In Lerback et al. (2022), stable water isotopes and trace element data of springs and shallow wells are used to understand whether the aquifer that sources the spring is segmented due to numerous faults and discontinuous lithologic facies. These data were interpreted to suggest hydrologic connectivity following the general topographic gradient (Fig. 4b). Similarly, the carbon isotope evolution and residence time models support the hypothesis that the springs are hydrologically connected throughout the transect, despite the complex structure and stratigraphy of the aquifer material. These data suggest that perturbations (e.g., excessive extraction, pollution) to an area of the aquifer may impact the neighboring springs.

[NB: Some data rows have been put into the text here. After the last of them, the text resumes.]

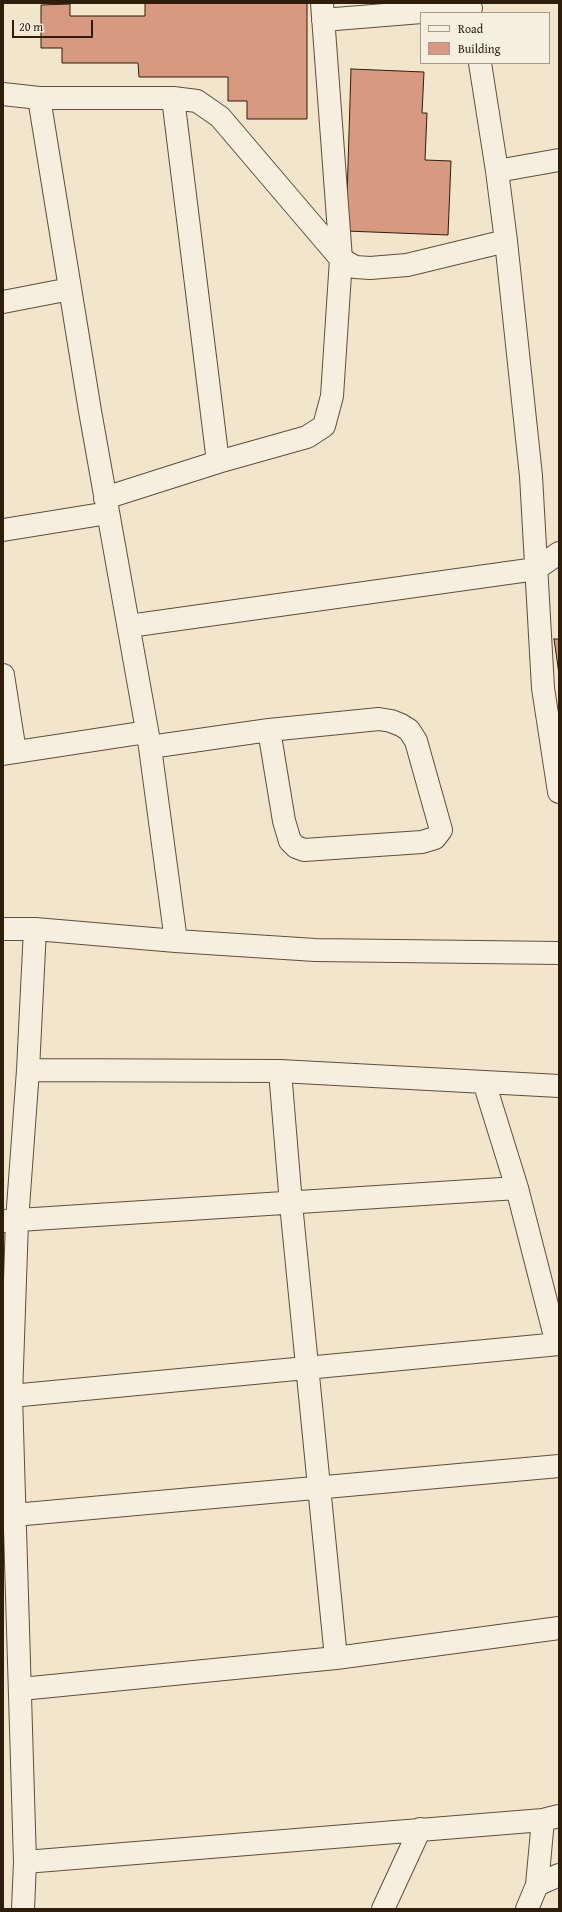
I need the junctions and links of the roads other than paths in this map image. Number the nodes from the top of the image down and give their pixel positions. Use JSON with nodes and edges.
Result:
{"nodes":[{"id":1,"x":471,"y":8,"type":"edge"},
{"id":2,"x":322,"y":12,"type":"edge"},
{"id":3,"x":480,"y":64,"type":"edge"},
{"id":4,"x":3,"y":94,"type":"edge"},
{"id":5,"x":39,"y":98,"type":"junction"},
{"id":6,"x":173,"y":98,"type":"junction"},
{"id":7,"x":559,"y":160,"type":"edge"},
{"id":8,"x":497,"y":171,"type":"junction"},
{"id":9,"x":506,"y":241,"type":"junction"},
{"id":10,"x":341,"y":259,"type":"junction"},
{"id":11,"x":70,"y":289,"type":"junction"},
{"id":12,"x":3,"y":302,"type":"edge"},
{"id":13,"x":218,"y":462,"type":"junction"},
{"id":14,"x":107,"y":506,"type":"junction"},
{"id":15,"x":3,"y":530,"type":"edge"},
{"id":16,"x":559,"y":553,"type":"edge"},
{"id":17,"x":536,"y":569,"type":"junction"},
{"id":18,"x":129,"y":626,"type":"junction"},
{"id":19,"x":3,"y":675,"type":"edge"},
{"id":20,"x":269,"y":730,"type":"junction"},
{"id":21,"x":149,"y":740,"type":"junction"},
{"id":22,"x":9,"y":753,"type":"edge"},
{"id":23,"x":559,"y":792,"type":"edge"},
{"id":24,"x":3,"y":929,"type":"edge"},
{"id":25,"x":35,"y":929,"type":"junction"},
{"id":26,"x":176,"y":941,"type":"junction"},
{"id":27,"x":559,"y":954,"type":"edge"},
{"id":28,"x":28,"y":1070,"type":"junction"},
{"id":29,"x":280,"y":1071,"type":"junction"},
{"id":30,"x":484,"y":1082,"type":"junction"},
{"id":31,"x":559,"y":1086,"type":"edge"},
{"id":32,"x":516,"y":1188,"type":"junction"},
{"id":33,"x":291,"y":1204,"type":"junction"},
{"id":34,"x":10,"y":1221,"type":"edge"},
{"id":35,"x":558,"y":1344,"type":"edge"},
{"id":36,"x":307,"y":1366,"type":"junction"},
{"id":37,"x":11,"y":1396,"type":"junction"},
{"id":38,"x":559,"y":1466,"type":"edge"},
{"id":39,"x":319,"y":1488,"type":"junction"},
{"id":40,"x":14,"y":1515,"type":"junction"},
{"id":41,"x":559,"y":1628,"type":"edge"},
{"id":42,"x":336,"y":1658,"type":"junction"},
{"id":43,"x":21,"y":1689,"type":"junction"},
{"id":44,"x":551,"y":1818,"type":"edge"},
{"id":45,"x":420,"y":1829,"type":"junction"},
{"id":46,"x":25,"y":1862,"type":"junction"},
{"id":47,"x":559,"y":1874,"type":"edge"},
{"id":48,"x":536,"y":1885,"type":"junction"},
{"id":49,"x":23,"y":1909,"type":"edge"},
{"id":50,"x":383,"y":1909,"type":"edge"},
{"id":51,"x":527,"y":1909,"type":"edge"}],
"edges":[{"from":1,"to":2,"type":"street"},
{"from":2,"to":10,"type":"street"},
{"from":3,"to":8,"type":"street"},
{"from":4,"to":5,"type":"street"},
{"from":5,"to":6,"type":"street"},
{"from":5,"to":11,"type":"street"},
{"from":6,"to":10,"type":"street"},
{"from":6,"to":13,"type":"street"},
{"from":7,"to":8,"type":"street"},
{"from":8,"to":9,"type":"street"},
{"from":9,"to":10,"type":"street"},
{"from":9,"to":17,"type":"street"},
{"from":10,"to":13,"type":"street"},
{"from":11,"to":12,"type":"street"},
{"from":11,"to":14,"type":"street"},
{"from":13,"to":14,"type":"street"},
{"from":14,"to":15,"type":"street"},
{"from":14,"to":18,"type":"street"},
{"from":16,"to":17,"type":"street"},
{"from":17,"to":18,"type":"street"},
{"from":17,"to":23,"type":"street"},
{"from":18,"to":21,"type":"street"},
{"from":19,"to":22,"type":"street"},
{"from":20,"to":20,"type":"street"},
{"from":20,"to":21,"type":"street"},
{"from":21,"to":22,"type":"street"},
{"from":21,"to":26,"type":"street"},
{"from":24,"to":25,"type":"street"},
{"from":25,"to":26,"type":"street"},
{"from":25,"to":28,"type":"street"},
{"from":26,"to":27,"type":"street"},
{"from":28,"to":29,"type":"street"},
{"from":28,"to":34,"type":"street"},
{"from":29,"to":30,"type":"street"},
{"from":29,"to":33,"type":"street"},
{"from":30,"to":31,"type":"street"},
{"from":30,"to":32,"type":"street"},
{"from":32,"to":33,"type":"street"},
{"from":32,"to":35,"type":"street"},
{"from":33,"to":34,"type":"street"},
{"from":33,"to":36,"type":"street"},
{"from":34,"to":37,"type":"street"},
{"from":35,"to":36,"type":"street"},
{"from":36,"to":37,"type":"street"},
{"from":36,"to":39,"type":"street"},
{"from":37,"to":40,"type":"street"},
{"from":38,"to":39,"type":"street"},
{"from":39,"to":40,"type":"street"},
{"from":39,"to":42,"type":"street"},
{"from":40,"to":43,"type":"street"},
{"from":41,"to":42,"type":"street"},
{"from":42,"to":43,"type":"street"},
{"from":43,"to":46,"type":"street"},
{"from":44,"to":45,"type":"street"},
{"from":44,"to":48,"type":"street"},
{"from":45,"to":46,"type":"street"},
{"from":45,"to":50,"type":"street"},
{"from":46,"to":49,"type":"street"},
{"from":47,"to":48,"type":"street"},
{"from":48,"to":51,"type":"street"}]}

Radiocarbon (14C) and tritium were leveraged by Lerback et al. (2022) to understand residence times of water discharging at springs (or groundwater “ages”) (Fig. 4c). The geographical distribution of ages throughout the canyon can help us understand the rate of aquifer recharge. La Fortuna Abajo is the highest elevation spring with a modeled 14C transit time of 75 ± 6 years (model originally developed by Fontes and Garnier 1979, and updated by Han and Plummer 2016). The lowest spring sampled for radiocarbon had a modeled age of 230 ± 23 years. These ages can either represent (1) an average, consistent recharge or (2) a transient recharge regime where there was event-driven recharge around 200 years ago. Recharge to this aquifer system might also be a combination of these two scenarios.

Insights from this geochemistry help us determine the boundaries within the graphical resilience framework. While this hydrological study is not comprehensive in its ability to predict flooding events or droughts, we understand that the springwater in the area of interest is likely connected within the canyon, and spring availability may respond to recharge rate changes within the lifetime of the Choyeros who use them. More specifics of system perturbations and hydrologic responses as related to the coupled human-natural system are discussed in  “Responses to change” section.

Social system

Physical hydrology affects self-organization and cooperation in societies persistently living in arid areas (Western 1982; Habiba et al. 2012). More pertinently, spring location greatly influences internal community structure, where members with the clear land title have the cheapest access to water and legal authorization to extract it.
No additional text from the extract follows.